Assuming I have a templated type, e.g.
template<typename A, typename B, typename C>
struct mytype { };
How do I write a concept that checks whether a type is an instantiation of that template?
template<typename T>
concept MyType = requires(T x) { ??? }
I can't figure an obvious way of doing it without resolving to old-style specialised detector types or maybe a marker base type.
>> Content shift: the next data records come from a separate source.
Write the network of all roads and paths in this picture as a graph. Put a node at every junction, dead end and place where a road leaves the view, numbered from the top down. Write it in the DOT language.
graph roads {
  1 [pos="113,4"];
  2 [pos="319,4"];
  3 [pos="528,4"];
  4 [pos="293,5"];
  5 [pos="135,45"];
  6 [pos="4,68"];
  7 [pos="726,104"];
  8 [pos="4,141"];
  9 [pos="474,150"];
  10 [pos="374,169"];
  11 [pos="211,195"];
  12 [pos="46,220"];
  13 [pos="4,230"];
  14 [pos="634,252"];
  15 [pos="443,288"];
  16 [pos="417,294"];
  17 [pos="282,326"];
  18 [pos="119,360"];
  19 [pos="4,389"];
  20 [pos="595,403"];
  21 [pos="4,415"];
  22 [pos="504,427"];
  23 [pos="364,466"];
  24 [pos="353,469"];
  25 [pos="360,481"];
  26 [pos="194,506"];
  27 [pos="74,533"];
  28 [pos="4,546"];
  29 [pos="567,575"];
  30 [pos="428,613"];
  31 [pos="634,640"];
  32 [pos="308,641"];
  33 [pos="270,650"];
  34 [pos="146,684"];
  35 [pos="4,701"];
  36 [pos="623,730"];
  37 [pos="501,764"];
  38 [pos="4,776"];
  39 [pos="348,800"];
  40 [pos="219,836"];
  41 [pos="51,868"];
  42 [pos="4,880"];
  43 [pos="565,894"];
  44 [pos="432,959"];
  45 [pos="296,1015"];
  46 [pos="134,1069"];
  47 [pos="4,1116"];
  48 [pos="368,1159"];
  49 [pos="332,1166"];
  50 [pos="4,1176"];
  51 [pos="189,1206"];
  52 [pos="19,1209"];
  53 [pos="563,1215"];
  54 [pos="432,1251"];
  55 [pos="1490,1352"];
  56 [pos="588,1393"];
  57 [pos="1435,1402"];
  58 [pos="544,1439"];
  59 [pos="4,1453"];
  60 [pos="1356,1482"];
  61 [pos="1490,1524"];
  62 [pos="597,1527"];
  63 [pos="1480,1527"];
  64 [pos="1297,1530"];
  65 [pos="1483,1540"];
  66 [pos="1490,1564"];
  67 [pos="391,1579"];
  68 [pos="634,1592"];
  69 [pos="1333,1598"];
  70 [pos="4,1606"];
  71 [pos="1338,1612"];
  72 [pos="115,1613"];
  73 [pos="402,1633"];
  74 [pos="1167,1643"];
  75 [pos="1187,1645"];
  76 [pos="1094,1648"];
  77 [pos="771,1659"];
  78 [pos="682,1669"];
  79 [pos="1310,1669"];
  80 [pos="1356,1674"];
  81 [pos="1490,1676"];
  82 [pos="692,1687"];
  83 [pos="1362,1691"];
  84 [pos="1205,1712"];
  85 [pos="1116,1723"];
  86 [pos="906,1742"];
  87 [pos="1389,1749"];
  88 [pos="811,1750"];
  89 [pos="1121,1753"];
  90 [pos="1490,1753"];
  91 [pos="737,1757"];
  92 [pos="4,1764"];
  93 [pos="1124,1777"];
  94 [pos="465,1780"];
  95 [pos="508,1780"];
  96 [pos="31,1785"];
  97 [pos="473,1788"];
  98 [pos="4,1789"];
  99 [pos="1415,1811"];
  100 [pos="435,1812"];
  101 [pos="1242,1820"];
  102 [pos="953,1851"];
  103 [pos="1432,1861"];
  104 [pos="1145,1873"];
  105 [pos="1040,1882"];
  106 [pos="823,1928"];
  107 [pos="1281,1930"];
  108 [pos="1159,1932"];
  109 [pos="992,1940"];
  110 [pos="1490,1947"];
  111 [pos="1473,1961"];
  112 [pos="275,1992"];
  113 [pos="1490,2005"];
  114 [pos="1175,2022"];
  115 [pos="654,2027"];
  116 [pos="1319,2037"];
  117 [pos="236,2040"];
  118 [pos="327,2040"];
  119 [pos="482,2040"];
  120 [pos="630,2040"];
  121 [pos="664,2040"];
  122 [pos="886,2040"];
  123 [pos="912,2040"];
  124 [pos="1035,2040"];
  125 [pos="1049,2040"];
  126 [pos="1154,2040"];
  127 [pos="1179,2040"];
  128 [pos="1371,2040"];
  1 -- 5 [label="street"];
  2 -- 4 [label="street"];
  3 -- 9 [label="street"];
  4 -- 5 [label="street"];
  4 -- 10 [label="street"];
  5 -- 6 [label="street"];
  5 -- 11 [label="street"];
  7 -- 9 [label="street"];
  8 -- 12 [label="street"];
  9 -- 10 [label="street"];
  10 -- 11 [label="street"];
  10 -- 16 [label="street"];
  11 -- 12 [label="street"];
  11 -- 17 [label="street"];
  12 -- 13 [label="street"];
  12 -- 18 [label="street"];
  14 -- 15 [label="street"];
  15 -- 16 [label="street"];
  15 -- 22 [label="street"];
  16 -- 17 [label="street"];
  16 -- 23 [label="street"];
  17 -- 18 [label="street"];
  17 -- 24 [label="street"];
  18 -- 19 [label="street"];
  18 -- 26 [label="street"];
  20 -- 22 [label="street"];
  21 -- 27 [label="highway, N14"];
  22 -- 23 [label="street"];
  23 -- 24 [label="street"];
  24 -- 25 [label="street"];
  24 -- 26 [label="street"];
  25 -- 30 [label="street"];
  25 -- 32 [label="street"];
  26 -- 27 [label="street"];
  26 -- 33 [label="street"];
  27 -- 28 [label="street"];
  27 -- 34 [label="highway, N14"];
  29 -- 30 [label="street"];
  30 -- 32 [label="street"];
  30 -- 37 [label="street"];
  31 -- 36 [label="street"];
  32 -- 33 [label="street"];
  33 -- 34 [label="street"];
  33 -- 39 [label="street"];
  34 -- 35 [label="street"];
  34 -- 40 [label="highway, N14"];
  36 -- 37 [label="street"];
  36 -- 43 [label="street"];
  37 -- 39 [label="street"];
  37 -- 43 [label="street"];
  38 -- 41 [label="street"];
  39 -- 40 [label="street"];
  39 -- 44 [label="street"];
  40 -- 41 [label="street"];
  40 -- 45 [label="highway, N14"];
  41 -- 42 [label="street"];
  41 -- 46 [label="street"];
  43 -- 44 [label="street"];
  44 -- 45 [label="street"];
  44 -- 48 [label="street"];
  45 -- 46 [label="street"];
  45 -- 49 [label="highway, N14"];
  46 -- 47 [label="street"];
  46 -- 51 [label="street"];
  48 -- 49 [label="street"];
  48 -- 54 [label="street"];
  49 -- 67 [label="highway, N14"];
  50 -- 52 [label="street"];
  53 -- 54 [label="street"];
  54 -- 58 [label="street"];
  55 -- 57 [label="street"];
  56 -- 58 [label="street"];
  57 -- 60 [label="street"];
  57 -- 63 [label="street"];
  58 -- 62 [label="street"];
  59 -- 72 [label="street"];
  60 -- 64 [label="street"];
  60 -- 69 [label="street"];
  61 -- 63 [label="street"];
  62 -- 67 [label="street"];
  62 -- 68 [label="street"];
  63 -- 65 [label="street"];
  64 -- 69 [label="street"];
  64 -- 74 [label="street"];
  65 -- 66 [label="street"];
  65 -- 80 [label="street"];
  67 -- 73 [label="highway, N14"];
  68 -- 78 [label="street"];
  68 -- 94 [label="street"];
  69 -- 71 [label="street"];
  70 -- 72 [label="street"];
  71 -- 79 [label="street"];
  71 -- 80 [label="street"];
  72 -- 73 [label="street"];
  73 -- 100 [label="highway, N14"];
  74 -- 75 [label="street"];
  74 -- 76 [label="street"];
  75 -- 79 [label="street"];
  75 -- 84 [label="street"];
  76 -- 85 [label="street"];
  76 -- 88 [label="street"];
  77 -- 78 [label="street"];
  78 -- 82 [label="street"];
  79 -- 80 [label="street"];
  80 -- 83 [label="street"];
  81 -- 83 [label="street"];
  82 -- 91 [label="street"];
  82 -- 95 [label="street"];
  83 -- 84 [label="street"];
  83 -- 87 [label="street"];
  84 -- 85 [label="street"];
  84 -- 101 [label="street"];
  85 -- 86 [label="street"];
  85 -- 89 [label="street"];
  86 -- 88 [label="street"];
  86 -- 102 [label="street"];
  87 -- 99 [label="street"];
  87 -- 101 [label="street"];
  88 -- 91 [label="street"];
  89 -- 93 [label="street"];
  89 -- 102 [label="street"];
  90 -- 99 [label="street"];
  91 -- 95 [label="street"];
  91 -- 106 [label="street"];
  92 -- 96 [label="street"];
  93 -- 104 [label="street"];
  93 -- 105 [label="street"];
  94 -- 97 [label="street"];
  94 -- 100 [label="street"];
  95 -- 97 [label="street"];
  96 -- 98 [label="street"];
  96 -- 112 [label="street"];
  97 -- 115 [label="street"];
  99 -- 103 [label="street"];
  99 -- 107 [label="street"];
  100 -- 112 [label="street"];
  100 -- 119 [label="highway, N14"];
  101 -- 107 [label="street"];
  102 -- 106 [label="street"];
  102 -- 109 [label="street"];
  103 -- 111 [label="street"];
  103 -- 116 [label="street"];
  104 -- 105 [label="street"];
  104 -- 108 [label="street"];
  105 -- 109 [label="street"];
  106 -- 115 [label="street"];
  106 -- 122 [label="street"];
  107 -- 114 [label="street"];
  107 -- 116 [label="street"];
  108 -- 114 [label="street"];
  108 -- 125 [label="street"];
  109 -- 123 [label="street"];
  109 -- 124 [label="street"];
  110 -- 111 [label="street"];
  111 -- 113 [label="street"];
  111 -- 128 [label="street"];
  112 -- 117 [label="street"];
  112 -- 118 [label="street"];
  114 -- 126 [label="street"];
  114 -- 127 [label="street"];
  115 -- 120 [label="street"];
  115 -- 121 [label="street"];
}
Using C++17 class template argument deduction, you should be able to do something like this:
template<typename A, typename B, typename C>
struct mytype { };
template<class T>
concept C1 = requires(T x) {
{ mytype{x} } -> std::same_as<T>;
};
mytype{x}
uses class template argument deduction to deduce A
, B
and C
, so this is valid if you can construct a mytype<A, B, C>
from a T
. In particular, this is valid if mytype
is copy-constructible since you have an implicitly declared copy-deduction guide similar to:
template <typename A, typename B, typename C>
mytype(mytype<A, B, C>) -> mytype<A, B, C>;
Checking that T
is also the constructed mytype
instantiation avoid matching other deduction guides, e.g., this would match for any type without the -> std::same_as<T>
:
template <class A, class B, class C>
struct mytype {
mytype(A);
};
template <class A>
mytype(A) -> mytype<A, A, A>;
The proposed solution does not work for non copy-constructible classes, even though should be possible to make it work for move-only classes.